Although the idea of the rhetoric/communication scholar as counselor was embraced by many participants, others expressed concern that adopting this perspective might encourage scholars to assume the role of public relations agent for one group or another. In order to maintain a more open, sophistic perspective on controversy, some participants argued that rhetoric and communication scholars should instead adopt the position of an “honest broker,” to adopt a term from Roger Pielke Jr. (2007). As honest brokers, scholars would work for neither side but have as their goal the illumination of the strategies of discourse and argument used by both sides in the debate. Through this illumination, the rhetoric/communication scholars would encourage both sides to consider how their choices might be construed by their audiences and opponents and how such choices might advance or impede their collective goals for argument. The multitude of perspectives shared by roundtable suggests that the topic of intervention is one that requires further consideration and articulation. This is particularly important at this moment when STEMM scholars have begun to consider seriously how they might practically apply methods and concepts from the field to address real-world problems of communication and argument.

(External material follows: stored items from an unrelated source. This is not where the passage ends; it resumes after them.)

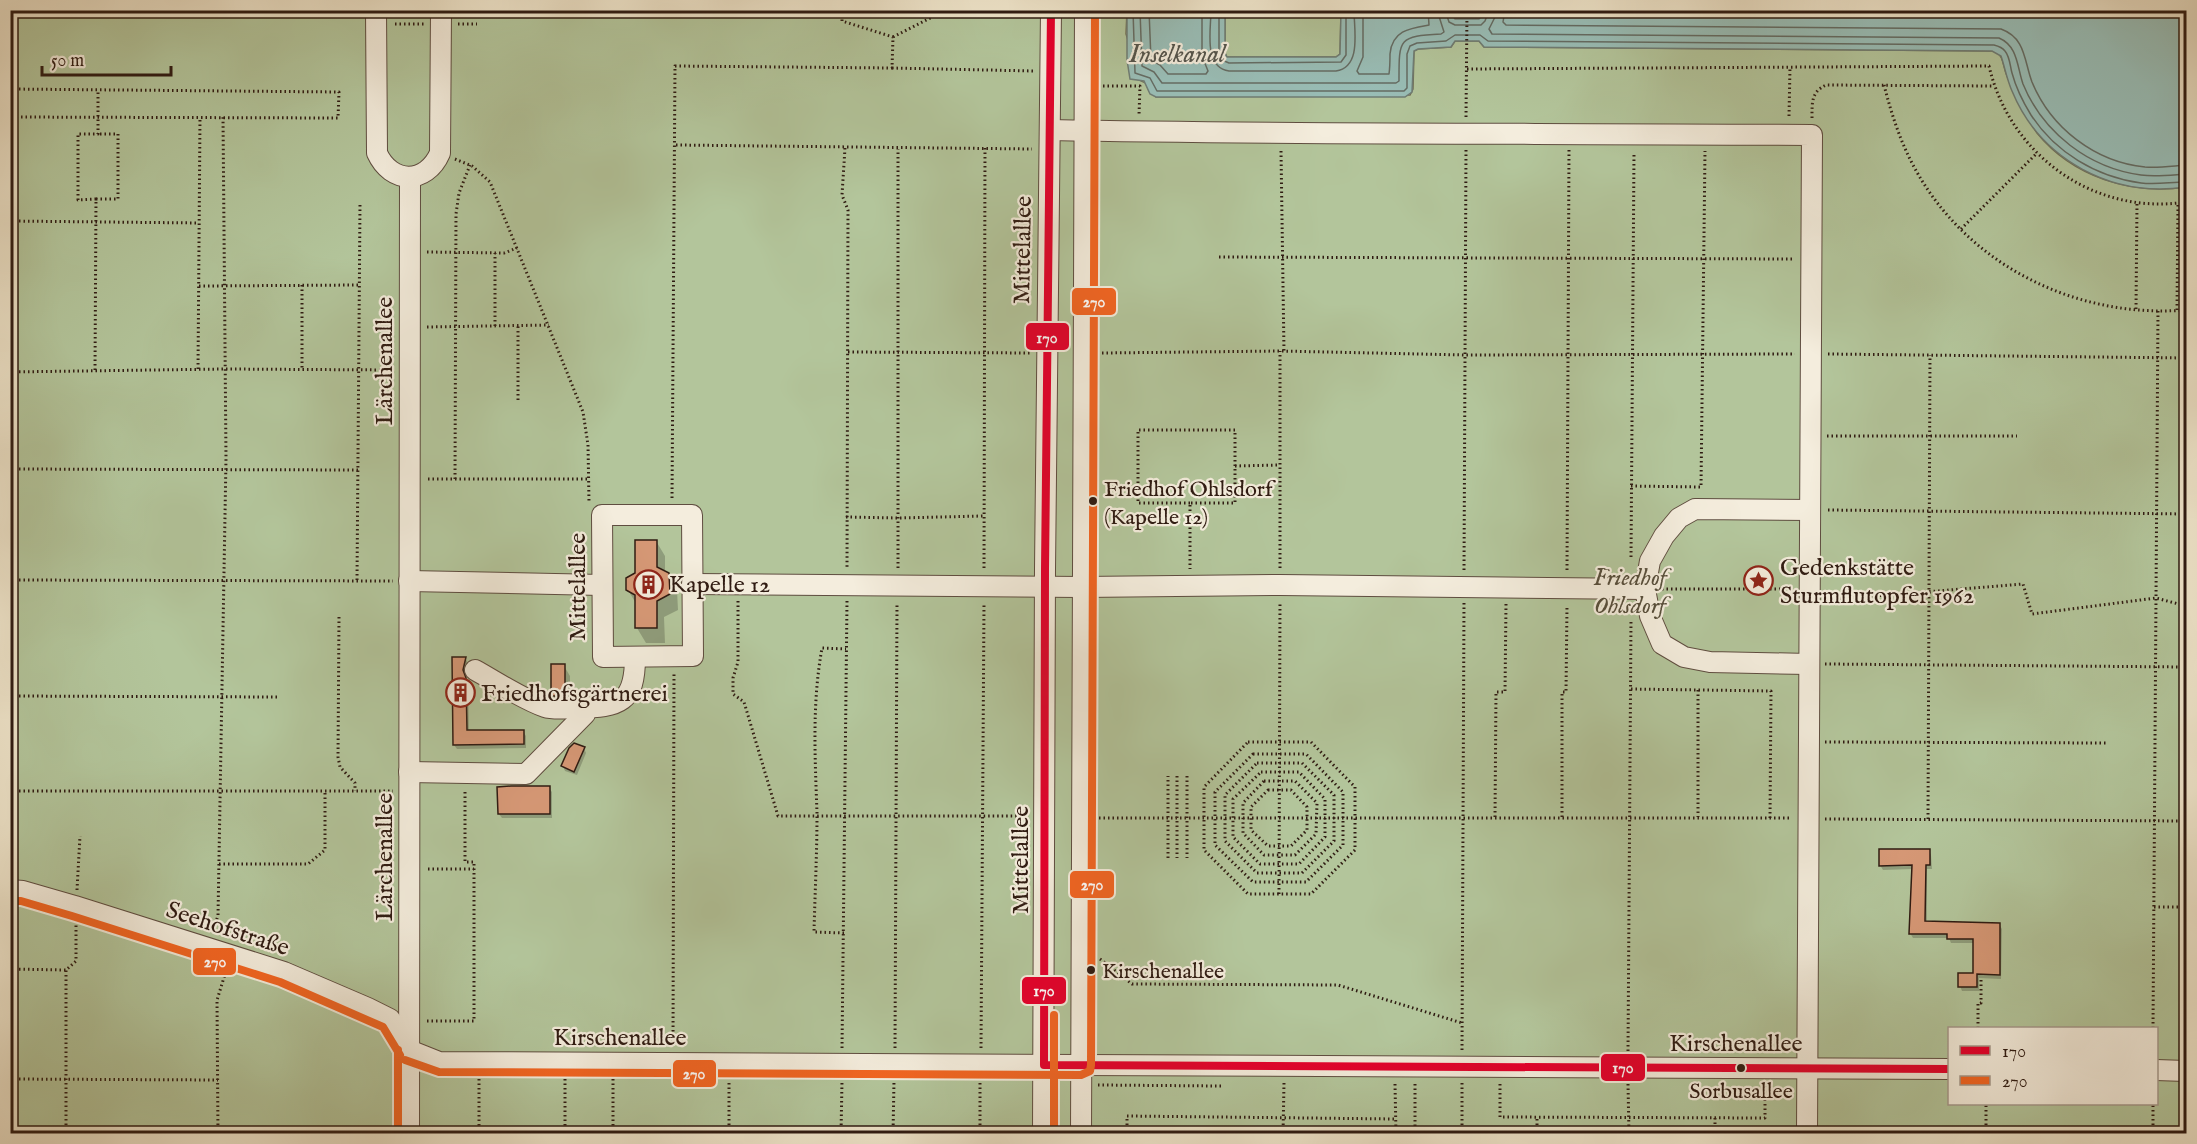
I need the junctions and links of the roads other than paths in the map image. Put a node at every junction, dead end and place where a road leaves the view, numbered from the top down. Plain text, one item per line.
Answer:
1 (376, 10) edge
2 (441, 10) edge
3 (1051, 10) edge
4 (1085, 10) edge
5 (1084, 131) junction
6 (1049, 140) junction
7 (410, 177) junction
8 (1810, 510) junction
9 (409, 581) junction
10 (692, 584) junction
11 (602, 585) junction
12 (1045, 586) junction
13 (1082, 587) junction
14 (1645, 589) junction
15 (635, 657) junction
16 (1809, 664) junction
17 (475, 670) dead end
18 (586, 708) junction
19 (409, 781) junction
20 (10, 890) edge
21 (409, 1050) junction
22 (1044, 1065) junction
23 (1081, 1065) junction
24 (1807, 1069) junction
25 (1948, 1070) edge
26 (2158, 1070) edge
27 (2187, 1071) edge
28 (409, 1134) edge
29 (1043, 1134) edge
30 (1081, 1134) edge
31 (1807, 1134) edge

1 - 7 street
2 - 7 street
3 - 6 street, Mittelallee
4 - 5 street
5 - 6 street
5 - 8 street
5 - 13 street
6 - 12 street, Mittelallee
7 - 9 street, Lärchenallee
8 - 14 street
8 - 16 street
9 - 11 street
9 - 19 street, Lärchenallee
10 - 11 street, Mittelallee
10 - 12 street
10 - 15 street, Mittelallee
11 - 15 street, Mittelallee
12 - 13 street
12 - 22 street, Mittelallee
13 - 14 street
13 - 23 street
14 - 16 street
15 - 18 street
16 - 24 street
17 - 18 street
18 - 19 street
19 - 21 street, Lärchenallee
20 - 21 street, Seehofstraße
21 - 22 street, Kirschenallee
21 - 28 street, Lärchenallee
22 - 23 street, Kirschenallee
22 - 29 street, Mittelallee
23 - 24 street, Kirschenallee
23 - 30 street
24 - 25 street, Kirschenallee
24 - 31 street
26 - 27 street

In conclusion, our Octavian discussion revealed that the area of science, publics, and controversy is a vibrant sub-field of STEMM rhetoric and communication research with a number of existing and emerging paths for scholarly engagement. It suggested that although important micro-level work has examined the different kinds of controversies and their dynamics, significant work remains to investigate these phenomena at different scales of engagement. In addition, emerging topics in science and technology, such as synthetic biology and Internet-enabled citizen science, provide fodder for new research in the study of genre, critical theory, and public argument. Finally, our conversation revealed a need for more detailed consideration of how rhetoric and communication scholars have—and might in the future—intervene in scientific controversy. By thinking critically about these roles, we can generate further interest in planning and participating in these interventions. The wealth of subjects waiting to be examined and the important contributions that STEMM rhetoric and communication scholars can make to the assessment and mitigation of scientific controversy suggests that investigations in the area of science, publics, and controversy provides fertile ground for rhetoric and communication studies to expand.
© James Wynn, Lynda Walsh, 2013.
Notes
[1] Participants in the roundtable discussion included John Angus Campbell, Leah Ceccarelli, David Depew, Pia Vuolanto, Karen Taylor, Kenneth Walker, Lynda Walsh, and James Wynn.